In EVs, practicality be damned
Azure Dynamics has followed Bright Automotive into bankruptcy. Yet Tesla Motors' stock trades near its record high on Wall Street.
The stock market is supposedly rational. Keep telling yourself that.
Azure, which has been active in the UK, Norway, Sweden and Belgium, and Bright both handled electric delivery van conversions. It should have been a good business.
Delivery vans are prime candidates for electrification. Many delivery vans drive a set route each day. Fleet operators can calculate whether charging overnight will save money vs. filling up at a gasoline or diesel pump. They don't have to worry that the battery won't allow a spur-of-the-moment trip to the lakeside cabin over the weekend.

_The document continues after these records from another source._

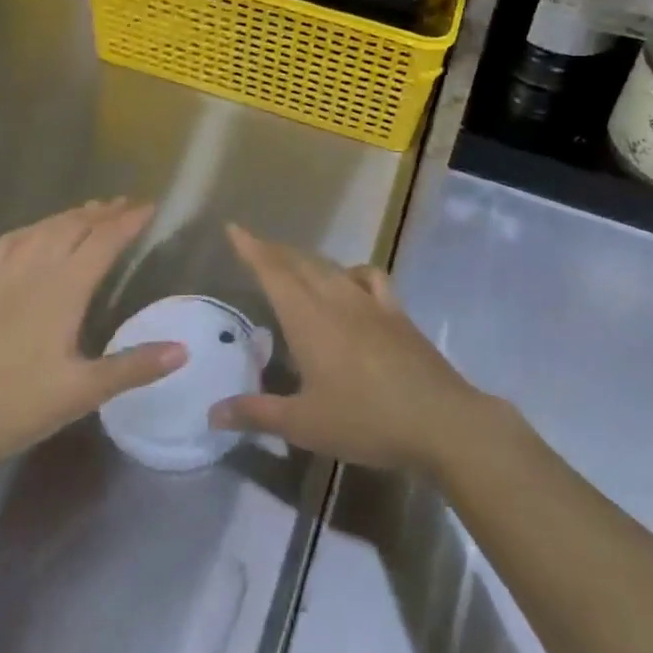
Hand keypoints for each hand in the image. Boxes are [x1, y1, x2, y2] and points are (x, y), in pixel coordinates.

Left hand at [0, 199, 185, 472]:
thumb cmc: (9, 406)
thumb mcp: (78, 393)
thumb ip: (131, 368)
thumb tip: (183, 349)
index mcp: (62, 289)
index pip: (103, 242)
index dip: (129, 221)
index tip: (151, 205)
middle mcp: (33, 270)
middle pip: (73, 227)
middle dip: (103, 212)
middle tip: (127, 203)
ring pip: (41, 230)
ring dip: (70, 215)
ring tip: (90, 210)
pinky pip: (6, 243)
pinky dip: (29, 229)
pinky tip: (31, 233)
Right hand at [209, 226, 496, 473]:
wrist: (439, 420)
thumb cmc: (364, 420)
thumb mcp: (304, 425)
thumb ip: (256, 413)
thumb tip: (212, 412)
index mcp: (307, 317)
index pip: (273, 271)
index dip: (251, 248)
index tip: (234, 228)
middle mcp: (335, 298)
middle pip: (299, 263)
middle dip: (274, 252)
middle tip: (254, 248)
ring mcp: (369, 301)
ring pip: (330, 267)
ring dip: (306, 261)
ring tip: (293, 265)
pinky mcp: (396, 311)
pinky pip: (369, 277)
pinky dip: (352, 271)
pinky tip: (350, 282)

Azure was converting the Ford Transit Connect on both sides of the Atlantic. It didn't have to worry about marketing or setting up a service network -- Ford Motor did that.
It still wasn't enough.
Tesla, meanwhile, makes -- let's face it -- high-priced toys for the 1 percent. Its Tesla Model S was supposed to be an affordable family car, but has morphed into a $57,400 sedan whose distinguishing feature is an instrument panel that looks like an oversized iPad.
As I said, a high-priced toy.
Tesla's stock price closed Tuesday at $37.94, a record high.
EV critics say the battery-powered cars and trucks aren't practical. This week's lesson is the opposite. To be successful in the EV business, a company should be as impractical as possible.